**Items from a data source**.
========
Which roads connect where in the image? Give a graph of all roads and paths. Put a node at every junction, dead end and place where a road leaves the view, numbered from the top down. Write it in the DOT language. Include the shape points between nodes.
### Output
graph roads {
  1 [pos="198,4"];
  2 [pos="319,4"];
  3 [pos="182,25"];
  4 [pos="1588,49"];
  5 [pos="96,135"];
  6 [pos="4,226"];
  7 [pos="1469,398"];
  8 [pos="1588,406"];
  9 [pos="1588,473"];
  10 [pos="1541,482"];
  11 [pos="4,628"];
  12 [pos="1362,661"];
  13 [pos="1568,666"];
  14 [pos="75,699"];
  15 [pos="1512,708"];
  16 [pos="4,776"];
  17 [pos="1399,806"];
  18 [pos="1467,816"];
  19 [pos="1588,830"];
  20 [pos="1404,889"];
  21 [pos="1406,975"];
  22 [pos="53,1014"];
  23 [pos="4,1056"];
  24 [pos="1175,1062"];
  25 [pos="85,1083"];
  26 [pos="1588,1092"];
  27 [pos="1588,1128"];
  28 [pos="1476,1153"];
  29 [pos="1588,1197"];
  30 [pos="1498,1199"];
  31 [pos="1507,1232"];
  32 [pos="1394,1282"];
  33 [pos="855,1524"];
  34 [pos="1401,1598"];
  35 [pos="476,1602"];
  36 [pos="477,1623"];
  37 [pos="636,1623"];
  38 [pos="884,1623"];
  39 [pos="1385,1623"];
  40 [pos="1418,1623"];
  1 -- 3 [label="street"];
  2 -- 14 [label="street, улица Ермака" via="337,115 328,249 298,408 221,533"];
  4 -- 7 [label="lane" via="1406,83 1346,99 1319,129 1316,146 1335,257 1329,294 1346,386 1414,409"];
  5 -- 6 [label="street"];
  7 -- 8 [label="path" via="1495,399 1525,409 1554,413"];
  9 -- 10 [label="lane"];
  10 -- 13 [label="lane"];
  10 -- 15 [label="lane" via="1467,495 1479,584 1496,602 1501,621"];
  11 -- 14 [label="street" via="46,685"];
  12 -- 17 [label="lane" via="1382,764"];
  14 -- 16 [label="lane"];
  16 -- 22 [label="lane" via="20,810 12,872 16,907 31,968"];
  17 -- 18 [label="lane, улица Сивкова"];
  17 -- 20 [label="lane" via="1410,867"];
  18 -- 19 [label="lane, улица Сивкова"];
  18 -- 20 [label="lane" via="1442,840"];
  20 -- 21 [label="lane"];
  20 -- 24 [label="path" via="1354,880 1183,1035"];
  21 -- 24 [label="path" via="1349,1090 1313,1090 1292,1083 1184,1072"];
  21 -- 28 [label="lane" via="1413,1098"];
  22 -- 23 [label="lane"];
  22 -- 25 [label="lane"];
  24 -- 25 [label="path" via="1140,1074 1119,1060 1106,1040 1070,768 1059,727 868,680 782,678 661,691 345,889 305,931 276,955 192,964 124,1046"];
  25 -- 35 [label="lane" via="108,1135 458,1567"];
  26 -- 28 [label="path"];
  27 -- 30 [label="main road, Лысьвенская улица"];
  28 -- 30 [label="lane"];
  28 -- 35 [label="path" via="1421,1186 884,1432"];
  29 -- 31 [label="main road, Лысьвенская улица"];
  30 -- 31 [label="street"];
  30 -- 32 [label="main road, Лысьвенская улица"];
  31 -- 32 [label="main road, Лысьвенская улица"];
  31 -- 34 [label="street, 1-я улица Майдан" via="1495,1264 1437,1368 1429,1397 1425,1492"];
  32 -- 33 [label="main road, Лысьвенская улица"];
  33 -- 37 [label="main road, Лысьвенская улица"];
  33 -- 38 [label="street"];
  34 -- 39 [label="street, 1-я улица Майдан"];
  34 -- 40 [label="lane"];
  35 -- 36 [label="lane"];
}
========
**Work instruction**. Each entry above has to be transcribed exactly as it appears.

**Answer space**.
Which roads connect where in the image? Give a graph of all roads and paths. Put a node at every junction, dead end and place where a road leaves the view, numbered from the top down. Write it in the DOT language. Include the shape points between nodes.
### Output
graph roads {
  1 [pos="198,4"];
  2 [pos="319,4"];
  3 [pos="182,25"];
  4 [pos="1588,49"];
  5 [pos="96,135"];
  6 [pos="4,226"];
  7 [pos="1469,398"];
  8 [pos="1588,406"];
  9 [pos="1588,473"];
  10 [pos="1541,482"];
  11 [pos="4,628"];
  12 [pos="1362,661"];
  13 [pos="1568,666"];
  14 [pos="75,699"];
  15 [pos="1512,708"];
  16 [pos="4,776"];
  17 [pos="1399,806"];
  18 [pos="1467,816"];
  19 [pos="1588,830"];
  20 [pos="1404,889"];
  21 [pos="1406,975"];
  22 [pos="53,1014"];
  23 [pos="4,1056"];
  24 [pos="1175,1062"];
  25 [pos="85,1083"];
  26 [pos="1588,1092"];
  27 [pos="1588,1128"];
  28 [pos="1476,1153"];
  29 [pos="1588,1197"];
  30 [pos="1498,1199"];
  31 [pos="1507,1232"];
  32 [pos="1394,1282"];
  33 [pos="855,1524"];
  34 [pos="1401,1598"];
  35 [pos="476,1602"];
  36 [pos="477,1623"];
  37 [pos="636,1623"];
  38 [pos="884,1623"];
  39 [pos="1385,1623"];
  40 [pos="1418,1623"];
  1 -- 3 [label="street"];
  2 -- 14 [label="street, улица Ермака" via="337,115 328,249 298,408 221,533"];
  4 -- 7 [label="lane" via="1406,83 1346,99 1319,129 1316,146 1335,257 1329,294 1346,386 1414,409"];
  5 -- 6 [label="street"];
  7 -- 8 [label="path" via="1495,399 1525,409 1554,413"];
  9 -- 10 [label="lane"];
  10 -- 13 [label="lane"];
  10 -- 15 [label="lane" via="1467,495 1479,584 1496,602 1501,621"];
  11 -- 14 [label="street" via="46,685"];
  12 -- 17 [label="lane" via="1382,764"];
  14 -- 16 [label="lane"];
  16 -- 22 [label="lane" via="20,810 12,872 16,907 31,968"];
  17 -- 18 [label="lane, улица Сивкова"];
  17 -- 20 [label="lane" via="1410,867"];
  18 -- 19 [label="lane, улица Сивкова"];
  18 -- 20 [label="lane" via="1442,840"];
  20 -- 21 [label="lane"];
  20 -- 24 [label="path" via="1354,880 1183,1035"];
  21 -- 24 [label="path" via="1349,1090 1313,1090 1292,1083 1184,1072"];
  21 -- 28 [label="lane" via="1413,1098"];
  22 -- 23 [label="lane"];
  22 -- 25 [label="lane"];
  24 -- 25 [label="path" via="1140,1074 1119,1060 1106,1040 1070,768 1059,727 868,680 782,678 661,691 345,889 305,931 276,955 192,964 124,1046"];
  25 -- 35 [label="lane" via="108,1135 458,1567"];
  26 -- 28 [label="path"];
  27 -- 30 [label="main road, Лысьвенская улица"];
  28 -- 30 [label="lane"];
  28 -- 35 [label="path" via="1421,1186 884,1432"];
  29 -- 31 [label="main road, Лысьвенская улица"];
  30 -- 31 [label="street"];
  30 -- 32 [label="main road, Лысьвенская улица"];
  31 -- 32 [label="main road, Лысьвенская улица"];
  31 -- 34 [label="street, 1-я улица Майдан" via="1495,1264 1437,1368 1429,1397 1425,1492"];
  32 -- 33 [label="main road, Лысьвенская улица"];
  33 -- 37 [label="main road, Лысьвенская улица"];
  33 -- 38 [label="street"];
  34 -- 39 [label="street, 1-я улица Майдан"];
  34 -- 40 [label="lane"];
  35 -- 36 [label="lane"];
}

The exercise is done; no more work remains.